Cascade in the Capitol: Testimony Before the Joint Committee on Legislative Oversight on Columbia River Crossing

Testimony of John A. Charles, Jr.

President, Cascade Policy Institute

Before the Joint Committee on Legislative Oversight on Columbia River Crossing

 Regarding the Proposed Light Rail Extension to Vancouver

March 15, 2012

The CRC is fundamentally a light rail project. Therefore the first task for the Oversight Committee should be to rigorously assess the purpose and need for light rail. Specifically, what transportation service will light rail provide, and how does that service compare with express bus service currently offered by CTRAN?

It is important that the comparisons be made on a side-by-side basis, not system-wide.  The reason is that the cost-effectiveness of TriMet’s light rail system varies considerably by line. The Yellow line is the least productive MAX line in the entire system[1], averaging only 127 boarding rides/vehicle-hour. In contrast, the most productive line (Blue) averages 166 rides/vehicle-hour.

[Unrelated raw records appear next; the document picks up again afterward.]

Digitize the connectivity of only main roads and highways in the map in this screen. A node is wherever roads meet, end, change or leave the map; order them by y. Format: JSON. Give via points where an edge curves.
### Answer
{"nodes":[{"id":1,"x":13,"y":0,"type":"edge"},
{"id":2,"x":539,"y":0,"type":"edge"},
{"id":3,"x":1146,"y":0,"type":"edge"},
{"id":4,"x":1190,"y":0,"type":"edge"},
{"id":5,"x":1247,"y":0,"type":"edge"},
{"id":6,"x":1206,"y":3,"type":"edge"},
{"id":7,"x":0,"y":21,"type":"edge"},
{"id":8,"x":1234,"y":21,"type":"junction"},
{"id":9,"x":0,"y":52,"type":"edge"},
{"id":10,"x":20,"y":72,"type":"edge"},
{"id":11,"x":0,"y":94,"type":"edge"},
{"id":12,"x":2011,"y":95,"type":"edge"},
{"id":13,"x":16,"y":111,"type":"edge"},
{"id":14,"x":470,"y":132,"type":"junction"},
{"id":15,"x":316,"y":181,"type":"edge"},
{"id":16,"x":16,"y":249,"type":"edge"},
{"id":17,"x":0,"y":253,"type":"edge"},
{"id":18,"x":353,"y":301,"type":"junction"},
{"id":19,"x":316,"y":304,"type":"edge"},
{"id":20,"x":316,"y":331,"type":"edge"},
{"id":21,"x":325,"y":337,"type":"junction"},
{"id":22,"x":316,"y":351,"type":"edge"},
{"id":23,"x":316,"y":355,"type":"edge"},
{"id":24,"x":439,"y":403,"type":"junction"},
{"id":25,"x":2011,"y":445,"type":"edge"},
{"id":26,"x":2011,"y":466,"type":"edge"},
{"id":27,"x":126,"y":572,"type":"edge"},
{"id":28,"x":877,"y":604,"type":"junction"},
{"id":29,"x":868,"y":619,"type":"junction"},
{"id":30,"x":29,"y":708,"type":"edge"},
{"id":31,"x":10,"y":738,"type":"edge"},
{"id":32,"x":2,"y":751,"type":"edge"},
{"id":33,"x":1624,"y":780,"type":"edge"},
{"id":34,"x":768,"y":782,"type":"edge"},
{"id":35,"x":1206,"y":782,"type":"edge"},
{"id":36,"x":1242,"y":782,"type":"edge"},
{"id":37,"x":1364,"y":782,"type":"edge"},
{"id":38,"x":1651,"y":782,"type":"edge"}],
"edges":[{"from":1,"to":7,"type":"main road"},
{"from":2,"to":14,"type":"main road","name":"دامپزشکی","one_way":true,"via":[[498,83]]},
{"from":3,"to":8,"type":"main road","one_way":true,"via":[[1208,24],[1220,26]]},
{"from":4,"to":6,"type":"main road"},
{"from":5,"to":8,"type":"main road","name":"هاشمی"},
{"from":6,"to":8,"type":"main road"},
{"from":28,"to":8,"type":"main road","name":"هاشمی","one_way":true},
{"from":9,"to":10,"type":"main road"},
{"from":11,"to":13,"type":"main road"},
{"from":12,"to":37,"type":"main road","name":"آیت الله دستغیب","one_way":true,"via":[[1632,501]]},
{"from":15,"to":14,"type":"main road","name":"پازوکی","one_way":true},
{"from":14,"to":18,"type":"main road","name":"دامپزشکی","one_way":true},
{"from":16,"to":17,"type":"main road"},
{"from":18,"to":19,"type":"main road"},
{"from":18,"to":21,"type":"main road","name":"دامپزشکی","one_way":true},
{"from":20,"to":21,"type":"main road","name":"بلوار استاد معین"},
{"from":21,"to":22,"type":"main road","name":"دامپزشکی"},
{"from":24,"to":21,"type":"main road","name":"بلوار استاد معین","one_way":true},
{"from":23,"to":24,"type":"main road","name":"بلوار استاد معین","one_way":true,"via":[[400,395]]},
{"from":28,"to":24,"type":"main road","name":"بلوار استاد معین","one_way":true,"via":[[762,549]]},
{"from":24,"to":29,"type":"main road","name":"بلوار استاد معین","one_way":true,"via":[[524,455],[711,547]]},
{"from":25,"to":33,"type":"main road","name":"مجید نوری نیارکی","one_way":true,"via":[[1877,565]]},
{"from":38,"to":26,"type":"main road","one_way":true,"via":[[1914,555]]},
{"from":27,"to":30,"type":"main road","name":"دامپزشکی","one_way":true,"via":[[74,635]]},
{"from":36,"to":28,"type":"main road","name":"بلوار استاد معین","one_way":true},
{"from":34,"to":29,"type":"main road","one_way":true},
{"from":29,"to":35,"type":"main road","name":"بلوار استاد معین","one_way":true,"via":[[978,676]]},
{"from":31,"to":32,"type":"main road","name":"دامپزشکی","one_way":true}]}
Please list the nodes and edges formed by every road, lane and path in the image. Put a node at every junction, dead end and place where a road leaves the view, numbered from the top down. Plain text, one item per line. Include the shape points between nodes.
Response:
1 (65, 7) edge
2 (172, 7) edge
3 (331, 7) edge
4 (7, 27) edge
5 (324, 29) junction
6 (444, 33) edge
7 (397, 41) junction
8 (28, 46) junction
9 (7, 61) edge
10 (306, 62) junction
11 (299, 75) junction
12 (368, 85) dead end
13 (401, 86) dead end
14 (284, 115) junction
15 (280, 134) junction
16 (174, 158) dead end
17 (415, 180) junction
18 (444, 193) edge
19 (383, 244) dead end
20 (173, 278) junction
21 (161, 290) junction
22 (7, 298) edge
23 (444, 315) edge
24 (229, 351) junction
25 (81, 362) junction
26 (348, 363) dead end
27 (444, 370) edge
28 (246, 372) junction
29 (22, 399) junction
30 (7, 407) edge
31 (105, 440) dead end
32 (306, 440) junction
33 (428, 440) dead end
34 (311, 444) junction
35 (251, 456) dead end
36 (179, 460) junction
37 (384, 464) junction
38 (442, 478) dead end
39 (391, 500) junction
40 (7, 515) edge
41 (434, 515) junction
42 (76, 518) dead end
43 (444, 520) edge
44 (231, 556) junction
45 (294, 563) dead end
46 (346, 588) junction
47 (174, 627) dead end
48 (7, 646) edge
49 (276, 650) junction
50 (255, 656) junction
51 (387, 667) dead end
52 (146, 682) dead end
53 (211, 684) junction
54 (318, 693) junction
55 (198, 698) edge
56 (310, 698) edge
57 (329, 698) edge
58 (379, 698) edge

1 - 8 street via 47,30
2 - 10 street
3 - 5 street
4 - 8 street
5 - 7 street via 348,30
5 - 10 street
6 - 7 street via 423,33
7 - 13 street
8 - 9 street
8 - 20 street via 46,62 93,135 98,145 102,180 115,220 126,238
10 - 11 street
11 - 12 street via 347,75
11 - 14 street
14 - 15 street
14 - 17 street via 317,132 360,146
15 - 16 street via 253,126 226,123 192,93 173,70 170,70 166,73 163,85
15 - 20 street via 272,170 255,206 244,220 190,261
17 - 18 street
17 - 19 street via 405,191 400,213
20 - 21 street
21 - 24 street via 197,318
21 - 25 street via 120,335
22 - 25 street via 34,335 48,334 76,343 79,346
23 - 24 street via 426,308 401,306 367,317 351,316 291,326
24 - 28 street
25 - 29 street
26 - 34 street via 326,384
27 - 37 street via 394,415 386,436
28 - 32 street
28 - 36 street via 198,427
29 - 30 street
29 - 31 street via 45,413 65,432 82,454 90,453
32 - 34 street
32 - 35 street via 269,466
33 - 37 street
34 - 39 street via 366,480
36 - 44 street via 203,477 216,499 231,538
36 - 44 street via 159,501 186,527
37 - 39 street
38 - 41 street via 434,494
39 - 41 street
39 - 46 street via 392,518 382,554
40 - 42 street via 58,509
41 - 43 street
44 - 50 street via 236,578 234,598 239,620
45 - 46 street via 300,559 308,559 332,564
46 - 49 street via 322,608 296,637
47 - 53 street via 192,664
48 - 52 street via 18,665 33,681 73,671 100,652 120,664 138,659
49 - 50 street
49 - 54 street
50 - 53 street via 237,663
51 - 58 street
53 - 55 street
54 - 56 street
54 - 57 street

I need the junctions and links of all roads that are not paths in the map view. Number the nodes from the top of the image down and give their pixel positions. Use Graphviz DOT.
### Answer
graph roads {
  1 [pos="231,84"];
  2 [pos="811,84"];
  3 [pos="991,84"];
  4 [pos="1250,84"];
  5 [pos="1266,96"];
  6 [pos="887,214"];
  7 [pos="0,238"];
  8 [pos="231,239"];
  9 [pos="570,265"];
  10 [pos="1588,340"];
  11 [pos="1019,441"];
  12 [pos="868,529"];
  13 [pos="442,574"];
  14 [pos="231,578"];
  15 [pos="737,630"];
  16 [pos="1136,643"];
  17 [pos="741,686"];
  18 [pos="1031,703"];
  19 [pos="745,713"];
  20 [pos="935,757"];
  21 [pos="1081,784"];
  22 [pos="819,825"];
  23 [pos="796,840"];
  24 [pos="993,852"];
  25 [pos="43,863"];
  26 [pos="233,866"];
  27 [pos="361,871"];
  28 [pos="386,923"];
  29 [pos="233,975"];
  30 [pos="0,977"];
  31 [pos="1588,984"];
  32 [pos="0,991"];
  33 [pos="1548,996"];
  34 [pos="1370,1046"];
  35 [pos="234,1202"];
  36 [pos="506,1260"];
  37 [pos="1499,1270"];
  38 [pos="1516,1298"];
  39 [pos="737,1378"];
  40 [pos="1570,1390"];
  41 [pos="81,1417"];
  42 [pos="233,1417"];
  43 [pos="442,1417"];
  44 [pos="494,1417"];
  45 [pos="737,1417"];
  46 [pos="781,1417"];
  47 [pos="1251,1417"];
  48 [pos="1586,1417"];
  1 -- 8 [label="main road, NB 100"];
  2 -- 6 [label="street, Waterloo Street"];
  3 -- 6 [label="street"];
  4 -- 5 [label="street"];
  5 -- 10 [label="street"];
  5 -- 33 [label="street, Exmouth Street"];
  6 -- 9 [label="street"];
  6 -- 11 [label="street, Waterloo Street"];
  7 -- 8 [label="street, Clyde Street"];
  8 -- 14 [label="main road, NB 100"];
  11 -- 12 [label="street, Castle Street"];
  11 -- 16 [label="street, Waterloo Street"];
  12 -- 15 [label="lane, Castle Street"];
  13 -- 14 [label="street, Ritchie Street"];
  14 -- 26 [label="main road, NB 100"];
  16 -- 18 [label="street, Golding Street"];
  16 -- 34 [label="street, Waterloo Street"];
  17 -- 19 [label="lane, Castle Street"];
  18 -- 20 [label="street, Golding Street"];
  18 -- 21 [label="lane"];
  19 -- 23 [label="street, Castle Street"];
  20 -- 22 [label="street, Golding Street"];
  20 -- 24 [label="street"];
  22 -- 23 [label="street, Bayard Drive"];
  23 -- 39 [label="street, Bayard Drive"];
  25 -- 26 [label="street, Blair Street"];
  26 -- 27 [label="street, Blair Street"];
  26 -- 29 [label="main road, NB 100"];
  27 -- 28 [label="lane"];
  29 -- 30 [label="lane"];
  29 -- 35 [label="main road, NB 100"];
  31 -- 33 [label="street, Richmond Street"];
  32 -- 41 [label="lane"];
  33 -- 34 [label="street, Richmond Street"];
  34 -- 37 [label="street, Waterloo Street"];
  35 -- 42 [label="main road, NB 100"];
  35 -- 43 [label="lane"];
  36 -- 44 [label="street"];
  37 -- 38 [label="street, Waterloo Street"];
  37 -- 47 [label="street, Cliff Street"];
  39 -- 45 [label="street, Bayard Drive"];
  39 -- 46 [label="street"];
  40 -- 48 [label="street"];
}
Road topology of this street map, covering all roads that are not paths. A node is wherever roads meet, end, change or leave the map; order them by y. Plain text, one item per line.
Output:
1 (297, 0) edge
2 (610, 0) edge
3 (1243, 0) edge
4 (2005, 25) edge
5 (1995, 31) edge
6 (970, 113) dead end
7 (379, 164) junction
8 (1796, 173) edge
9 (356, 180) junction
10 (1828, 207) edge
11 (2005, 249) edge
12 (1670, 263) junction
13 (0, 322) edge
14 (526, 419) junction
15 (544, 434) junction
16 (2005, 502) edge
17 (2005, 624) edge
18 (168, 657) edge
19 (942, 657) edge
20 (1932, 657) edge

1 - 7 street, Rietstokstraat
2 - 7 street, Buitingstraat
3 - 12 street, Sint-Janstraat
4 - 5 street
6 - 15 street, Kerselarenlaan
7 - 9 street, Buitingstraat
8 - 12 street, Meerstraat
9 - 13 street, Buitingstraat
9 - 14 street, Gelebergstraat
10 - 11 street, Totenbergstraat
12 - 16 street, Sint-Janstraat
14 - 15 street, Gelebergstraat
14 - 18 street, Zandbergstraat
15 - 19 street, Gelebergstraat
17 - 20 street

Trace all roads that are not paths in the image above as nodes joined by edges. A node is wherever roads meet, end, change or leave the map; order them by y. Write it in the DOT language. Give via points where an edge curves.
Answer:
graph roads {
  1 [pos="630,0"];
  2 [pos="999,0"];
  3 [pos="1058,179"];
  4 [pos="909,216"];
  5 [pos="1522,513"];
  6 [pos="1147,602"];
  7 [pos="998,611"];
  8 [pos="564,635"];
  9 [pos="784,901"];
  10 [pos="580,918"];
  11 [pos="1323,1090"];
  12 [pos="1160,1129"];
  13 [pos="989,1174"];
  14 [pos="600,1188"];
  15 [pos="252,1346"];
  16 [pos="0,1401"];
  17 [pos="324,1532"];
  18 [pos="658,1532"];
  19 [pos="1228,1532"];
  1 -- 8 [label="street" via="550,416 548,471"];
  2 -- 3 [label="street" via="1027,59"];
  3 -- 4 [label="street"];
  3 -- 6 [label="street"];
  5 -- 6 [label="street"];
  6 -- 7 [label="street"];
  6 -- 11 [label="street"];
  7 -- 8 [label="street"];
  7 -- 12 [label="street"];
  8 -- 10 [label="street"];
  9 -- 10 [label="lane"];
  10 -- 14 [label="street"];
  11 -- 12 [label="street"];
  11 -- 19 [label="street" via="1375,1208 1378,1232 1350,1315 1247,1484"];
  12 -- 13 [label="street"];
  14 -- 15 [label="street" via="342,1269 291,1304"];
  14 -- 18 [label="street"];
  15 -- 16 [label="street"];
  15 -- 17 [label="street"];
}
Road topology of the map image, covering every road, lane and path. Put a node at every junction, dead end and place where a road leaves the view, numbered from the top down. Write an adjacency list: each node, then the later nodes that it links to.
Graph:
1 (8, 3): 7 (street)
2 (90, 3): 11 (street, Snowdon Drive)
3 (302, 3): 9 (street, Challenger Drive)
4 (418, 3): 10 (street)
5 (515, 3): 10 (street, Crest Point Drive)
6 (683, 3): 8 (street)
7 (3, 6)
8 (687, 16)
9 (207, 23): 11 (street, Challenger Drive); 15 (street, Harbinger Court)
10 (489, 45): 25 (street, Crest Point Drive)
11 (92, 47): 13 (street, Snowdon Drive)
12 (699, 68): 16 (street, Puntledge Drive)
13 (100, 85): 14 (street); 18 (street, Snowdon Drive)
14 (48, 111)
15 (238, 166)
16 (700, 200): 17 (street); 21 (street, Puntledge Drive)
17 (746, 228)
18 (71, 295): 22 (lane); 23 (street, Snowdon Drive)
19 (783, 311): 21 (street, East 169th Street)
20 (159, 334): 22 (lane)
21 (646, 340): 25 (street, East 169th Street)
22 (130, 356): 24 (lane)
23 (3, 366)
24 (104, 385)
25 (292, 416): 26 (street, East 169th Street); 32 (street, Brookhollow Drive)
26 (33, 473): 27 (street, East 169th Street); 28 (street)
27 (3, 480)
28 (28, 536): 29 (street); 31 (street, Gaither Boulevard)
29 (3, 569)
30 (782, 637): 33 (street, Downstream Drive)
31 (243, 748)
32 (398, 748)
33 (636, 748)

A summary of key metrics clearly shows that light rail compares poorly:


CRC Light Rail vs. CTRAN Express Bus


MAX Yellow Line

CTRAN I-5 Express buses

Peak-hour travel time*

36 minutes

16 minutes

Total capital cost, 2012-2020**

$856-$944 million

$4-$8 million

% of operations cost covered by fares***





*Derived from the FEIS and CTRAN published schedules.

**Various CRC finance documents; author’s estimates for CTRAN.

***Personal communication with finance staff of the respective agencies, 3/14/12.

Travel Speed: The only reason to add new transit service is to make bi-state travelers better off. Light rail would make them worse off, by lengthening commute times by 125%. The attached paper by transit consultant Thomas Rubin provides a more detailed analysis. This is a fatal flaw that cannot be overcome, because MAX is an all-local system, and it is competing with Express Bus service.

Cost: At roughly $300 million/mile, this would be the most expensive transit project in Oregon history. For comparison, the Milwaukie LR project is estimated to cost $211 million/mile while the Emerald Express BRT project in Eugene-Springfield cost $6 million/mile.

Light rail proponents have long argued that the high capital costs of rail are offset by savings in operations cost, but that is based on systemwide averages.  Actual numbers for CTRAN I-5 Express Buses and the Yellow MAX line suggest that there will be no operating cost savings for light rail.  CTRAN recovers 67% of bus operating costs from passenger fares, while the Yellow MAX line collects only 47%.

Conclusion: Vancouver light rail would serve no public purpose and would have extremely low ridership. The Legislative Oversight Committee should euthanize it as soon as possible.